М.С.Куропятник. Прибалтийско-финские народы России М. Наука 2003
Основной ячейкой социальной структуры у Кольских саамов в конце XIX — начале XX в. была община (саам, сыййт). Ее главными признаками были: четкая локализация на местности (общее зимнее поселение и общие промысловые угодия), общность хозяйственно-экономической и духовной жизни, существование определенной внутренней структуры, а также элементов общинного самосознания.
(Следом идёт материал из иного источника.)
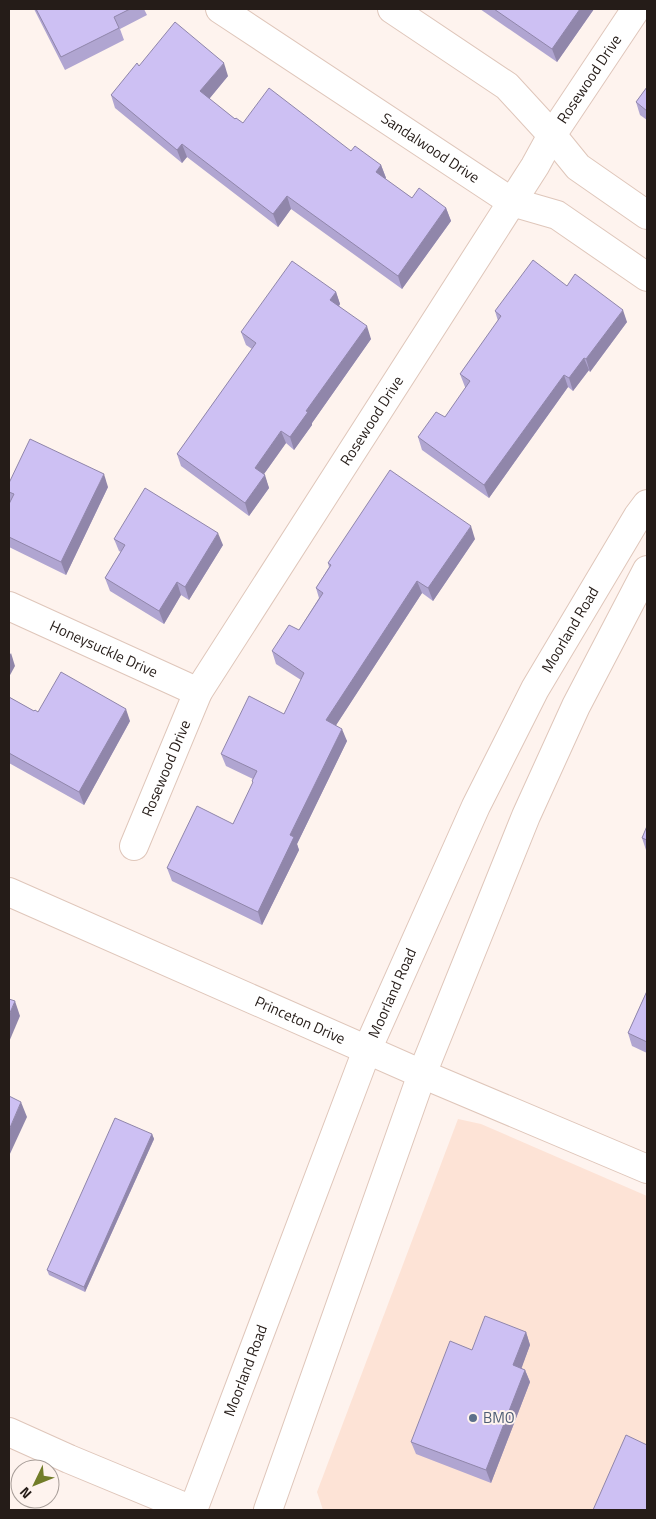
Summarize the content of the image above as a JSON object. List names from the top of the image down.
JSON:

Как и у других народов Севера, община у Кольских саамов совпадала с поселением. Это, в частности, отражалось в том, что и община, и поселение назывались - сыййт. Ее размеры колебались от 60-70 до 200-300 человек. По данным 1861 г., самым малочисленным был Куроптевский погост (64 человека), а наиболее крупным - Семиостровский (255 человек) (Списки населенных мест..., 1861. С. 24). Для сыййта характерен постоянный состав жителей, хотя он и был при этом открытой социальной структурой, допускавшей инкорпорацию новых членов. Основными подразделениями сыййта были семьи, а также временные и постоянные производственные коллективы, объединявшиеся как по территориальному, так и по родственному признаку. Взаимоотношения его членов были основаны на взаимопомощи и кооперации.
Территория каждого погоста состояла из угодий, представлявших основу традиционного комплексного хозяйства. В угодья входили: семужьи тони, озера, охотничьи территории, оленьи пастбища, участки приморской береговой территории. Своеобразным центром всей этой территории в западных и центральных районах Кольского полуострова был зимний погост (таллъв-сыййт), в котором саамы жили с декабря по апрель. В остальную часть года община распадалась на группы семей, совершавшие небольшие перекочевки по традиционно сложившемуся маршруту (Kuropyatnik, 1992. Р. 163-164). В ядро совместно кочевавшей группы входили несколько родственных, по определению В. Чарнолуского, "братских семей" (МОКМ. Ф. нв 3570/100). Сыййт располагал в пределах своей промысловой территории общины разветвленной сетью сезонных мест (чёххч-сайй - доел, "осеннее место"). В наследственном владении одной или нескольких семей могло быть 4-5 сезонных мест. "Вечно, как смена времен года, движение по кругу лопарского народа", - писал И. Маннинен (Manninen, 1932. S. 287). Архаичная модель функционирования общины у западной и центральной групп Кольских саамов сохранялась вплоть До 1920-х годов. Население сыййта то расходилось по промысловым угодьям, то собиралось вместе. Таким образом, можно говорить, что у этих саамских групп существовала двухступенчатая структура общины: первую из них представлял сыййт, совпадающий с общим зимним поселением и включающий все его население, вторую - хозяйственные группы, на которые сыййт распадался на весенне-осенний период и которые можно рассматривать как субобщины.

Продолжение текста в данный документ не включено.